Configuring HTTP requests

Go also supplies a lower-level interface for user agents to communicate with HTTP servers. As you might expect, not only does it give you more control over the client requests, but requires you to spend more effort in building the requests. However, there is only a small increase.

The data type used to build requests is the type Request. This is a complex type, and is given in the Go documentation as

  1. type Request struct {
  2. Method string // GET, POST, PUT, etc.
  3. RawURL string // The raw URL given in the request.
  4. URL *URL // Parsed URL.
  5. Proto string // "HTTP/1.0"
  6. ProtoMajor int // 1
  7. ProtoMinor int // 0
  8. // A header maps request lines to their values.
  9. // If the header says
  10. //
  11. // accept-encoding: gzip, deflate
  12. // Accept-Language: en-us
  13. // Connection: keep-alive
  14. //
  15. // then
  16. //
  17. // Header = map[string]string{
  18. // "Accept-Encoding": "gzip, deflate",
  19. // "Accept-Language": "en-us",
  20. // "Connection": "keep-alive",
  21. // }
  22. //
  23. // HTTP defines that header names are case-insensitive.
  24. // The request parser implements this by canonicalizing the
  25. // name, making the first character and any characters
  26. // following a hyphen uppercase and the rest lowercase.
  27. Header map[string]string
  28. // The message body.
  29. Body io.ReadCloser
  30. // ContentLength records the length of the associated content.
  31. // The value -1 indicates that the length is unknown.
  32. // Values >= 0 indicate that the given number of bytes may be read from Body.
  33. ContentLength int64
  34. // TransferEncoding lists the transfer encodings from outermost to innermost.
  35. // An empty list denotes the "identity" encoding.
  36. TransferEncoding []string
  37. // Whether to close the connection after replying to this request.
  38. Close bool
  39. // The host on which the URL is sought.
  40. // Per RFC 2616, this is either the value of the Host: header
  41. // or the host name given in the URL itself.
  42. Host string
  43. // The referring URL, if sent in the request.
  44. //
  45. // Referer is misspelled as in the request itself,
  46. // a mistake from the earliest days of HTTP.
  47. // This value can also be fetched from the Header map
  48. // as Header["Referer"]; the benefit of making it
  49. // available as a structure field is that the compiler
  50. // can diagnose programs that use the alternate
  51. // (correct English) spelling req.Referrer but cannot
  52. // diagnose programs that use Header["Referrer"].
  53. Referer string
  54. // The User-Agent: header string, if sent in the request.
  55. UserAgent string
  56. // The parsed form. Only available after ParseForm is called.
  57. Form map[string][]string
  58. // Trailer maps trailer keys to values. Like for Header, if the
  59. // response has multiple trailer lines with the same key, they will be
  60. // concatenated, delimited by commas.
  61. Trailer map[string]string
  62. }

There is a lot of information that can be stored in a request. You do not need to fill in all fields, only those of interest. The simplest way to create a request with default values is by for example

  1. request, err := http.NewRequest("GET", url.String(), nil)

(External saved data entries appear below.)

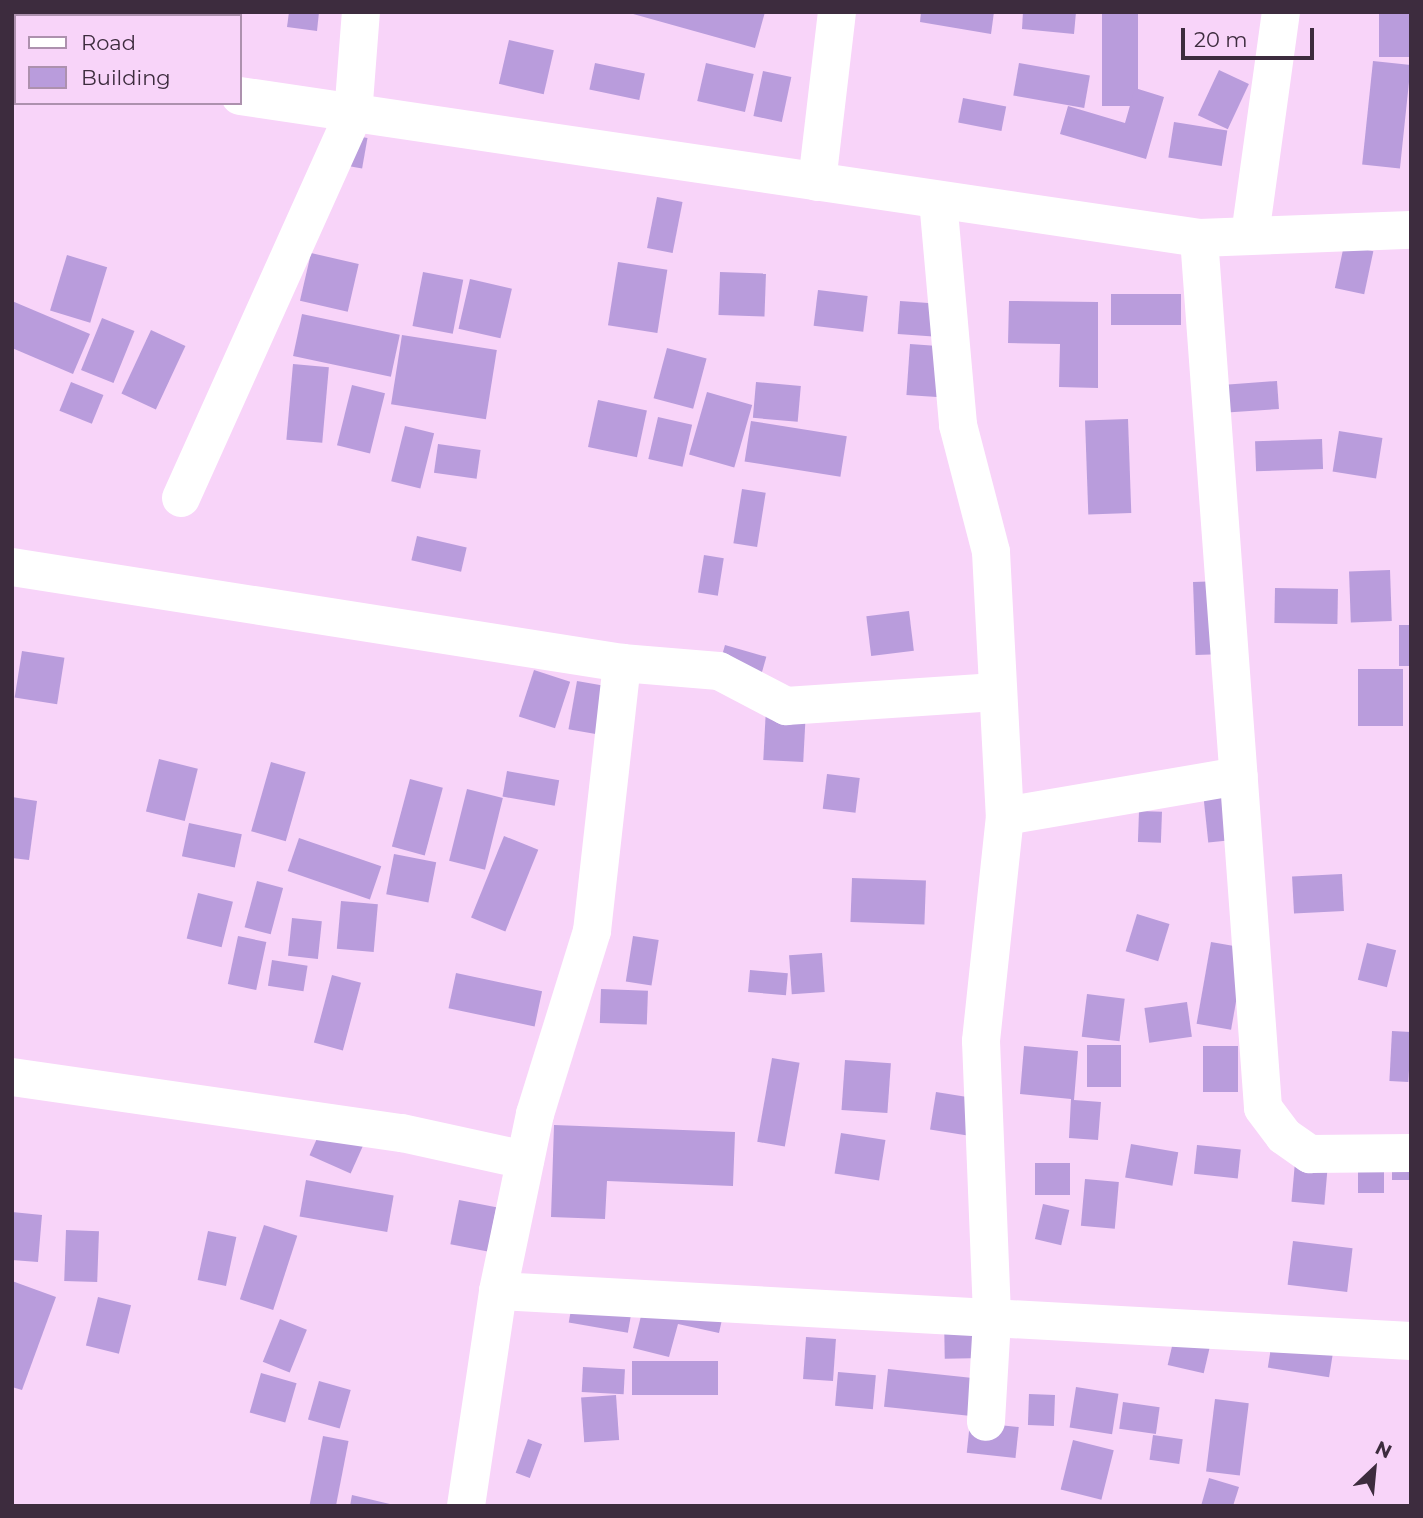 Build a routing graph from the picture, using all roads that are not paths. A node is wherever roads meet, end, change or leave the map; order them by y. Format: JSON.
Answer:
{"nodes":[{"id":1,"x":361,"y":12,"type":"edge"},
{"id":2,"x":837,"y":12,"type":"edge"},
{"id":3,"x":1281,"y":12,"type":"edge"},
{"id":4,"x":242,"y":96,"type":"edge"},
{"id":5,"x":353,"y":115,"type":"junction"},
{"id":6,"x":817,"y":182,"type":"junction"},
{"id":7,"x":938,"y":200,"type":"junction"},
{"id":8,"x":1411,"y":230,"type":"edge"},
{"id":9,"x":1250,"y":235,"type":"junction"},
{"id":10,"x":1199,"y":238,"type":"junction"},
{"id":11,"x":181,"y":498,"type":"dead end"},
{"id":12,"x":12,"y":567,"type":"edge"},
{"id":13,"x":622,"y":663,"type":"junction"},
{"id":14,"x":996,"y":692,"type":"junction"},
{"id":15,"x":1239,"y":776,"type":"junction"},
{"id":16,"x":1005,"y":816,"type":"junction"},
{"id":17,"x":12,"y":1077,"type":"edge"},
{"id":18,"x":1411,"y":1153,"type":"edge"},
{"id":19,"x":525,"y":1160,"type":"junction"},
{"id":20,"x":498,"y":1291,"type":"junction"},
{"id":21,"x":992,"y":1320,"type":"junction"},
{"id":22,"x":1411,"y":1341,"type":"edge"},
{"id":23,"x":986,"y":1422,"type":"dead end"},
{"id":24,"x":466,"y":1506,"type":"edge"}],
"edges":[{"from":1,"to":5,"type":"street"},
{"from":2,"to":6,"type":"street"},
{"from":3,"to":9,"type":"street"},
{"from":4,"to":5,"type":"street"},
{"from":5,"to":6,"type":"street"},
{"from":5,"to":11,"type":"street"},
{"from":6,"to":7,"type":"street"},
{"from":7,"to":10,"type":"street"},
{"from":7,"to":14,"type":"street"},
{"from":8,"to":9,"type":"street"},
{"from":9,"to":10,"type":"street"},
{"from":10,"to":15,"type":"street"},
{"from":12,"to":13,"type":"street"},
{"from":13,"to":14,"type":"street"},
{"from":13,"to":19,"type":"street"},
{"from":14,"to":16,"type":"street"},
{"from":15,"to":16,"type":"street"},
{"from":15,"to":18,"type":"street"},
{"from":16,"to":21,"type":"street"},
{"from":17,"to":19,"type":"street"},
{"from":19,"to":20,"type":"street"},
{"from":20,"to":21,"type":"street"},
{"from":20,"to":24,"type":"street"},
{"from":21,"to":22,"type":"street"},
{"from":21,"to":23,"type":"street"}]} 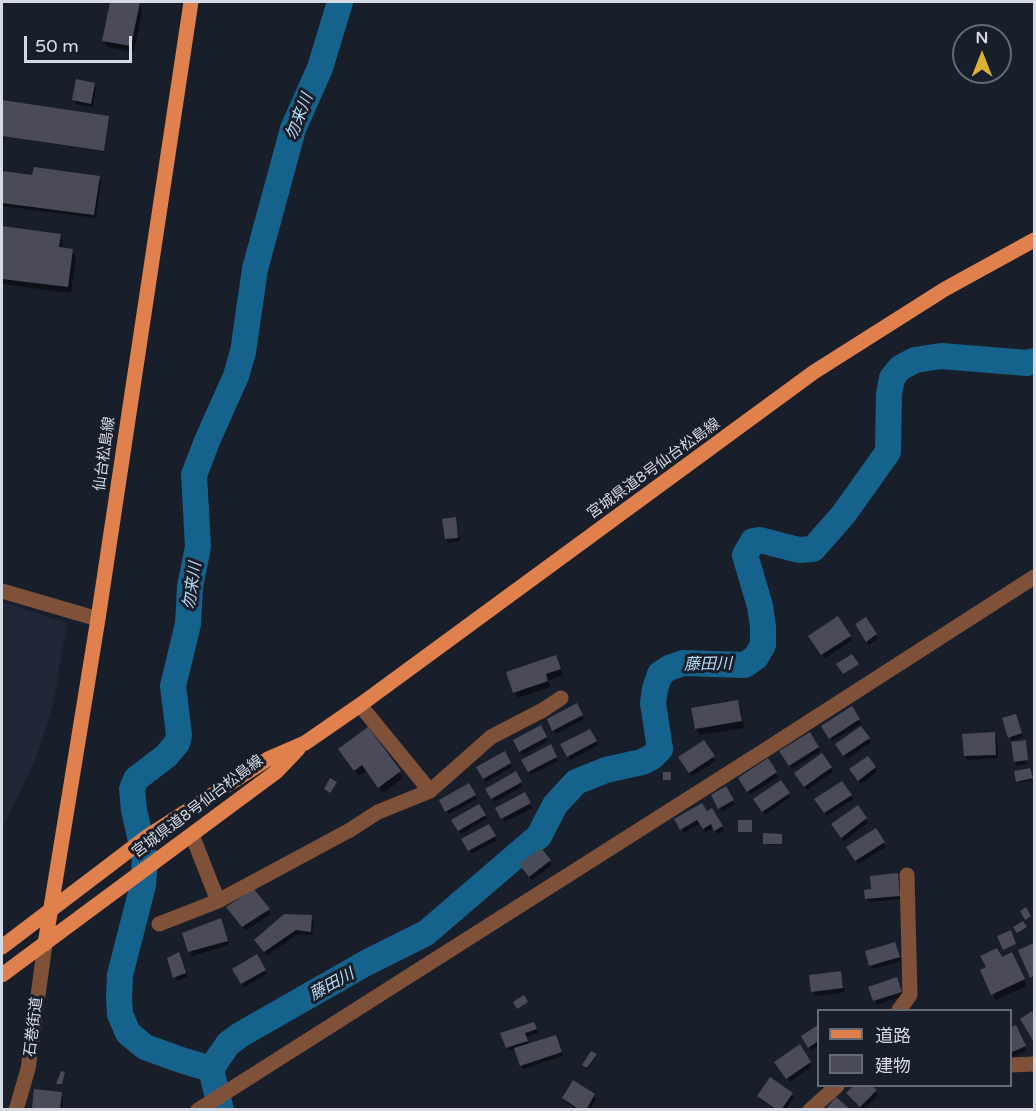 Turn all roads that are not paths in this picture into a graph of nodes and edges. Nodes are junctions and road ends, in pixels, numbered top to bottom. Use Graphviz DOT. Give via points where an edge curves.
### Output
graph roads {
  1 [pos="191,2"];
  2 [pos="1035,240"];
  3 [pos="1035,577"];
  4 [pos="2,591"];
  5 [pos="98,619"];
  6 [pos="561,698"];
  7 [pos="360,705"];
  8 [pos="305,743"];
  9 [pos="430,791"];
  10 [pos="192,835"];
  11 [pos="907,875"];
  12 [pos="218,901"];
  13 [pos="49,912"];
  14 [pos="159,924"];
  15 [pos="45,944"];
  16 [pos="2,947"];
  17 [pos="2,975"];
  18 [pos="900,1009"];
  19 [pos="1035,1064"];
  20 [pos="1012,1065"];
  21 [pos="836,1087"];
  22 [pos="16,1110"];
  23 [pos="198,1110"];
  24 [pos="810,1110"];
  1 -- 5 [label="main road, 仙台松島線"];
  2 -- 7 [label="main road, 宮城県道8号仙台松島線" via="945,289 814,372"];
  3 -- 23 [label="street"];
  4 -- 5 [label="street"];
  5 -- 13 [label="main road, 仙台松島線"];
  6 -- 9 [label="street" via="491,737"];
  7 -- 8 [label="main road, 宮城県道8号仙台松島線"];
  7 -- 9 [label="street"];
  8 -- 10 [label="main road, 宮城県道8号仙台松島線" via="276,772"];
  8 -- 13 [label="main road, 宮城県道8号仙台松島線" via="268,759 148,836"];
  9 -- 12 [label="street" via="378,812 289,865"];
  10 -- 12 [label="street"];
  10 -- 15 [label="main road, 宮城県道8号仙台松島線"];
  11 -- 18 [label="street" via="910,995"];
  12 -- 14 [label="street"];
  13 -- 15 [label="main road, 仙台松島線"];
  13 -- 16 [label="main road"];
  15 -- 17 [label="main road"];
  15 -- 22 [label="street, 石巻街道" via="28,1069"];
  19 -- 20 [label="street"];
  21 -- 24 [label="street"];
}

Once a request has been created, you can modify fields. For example, to specify that you only wish to receive UTF-8, add an “Accept-Charset” field to a request by

  1. request.Header.Add("Accept-Charset", "UTF-8;q=1, ISO-8859-1;q=0")

(Note that the default set ISO-8859-1 always gets a value of one unless mentioned explicitly in the list.).

A client setting a charset request is simple by the above. But there is some confusion about what happens with the server’s return value of a charset. The returned resource should have a Content-Type which will specify the media type of the content such as text/html. If appropriate the media type should state the charset, such as text/html; charset=UTF-8. If there is no charset specification, then according to the HTTP specification it should be treated as the default ISO8859-1 charset. But the HTML 4 specification states that since many servers don’t conform to this, then you can’t make any assumptions.

If there is a charset specified in the server’s Content-Type, then assume it is correct. if there is none specified, since 50% of pages are in UTF-8 and 20% are in ASCII then it is safe to assume UTF-8. Only 30% of pages may be wrong :-(.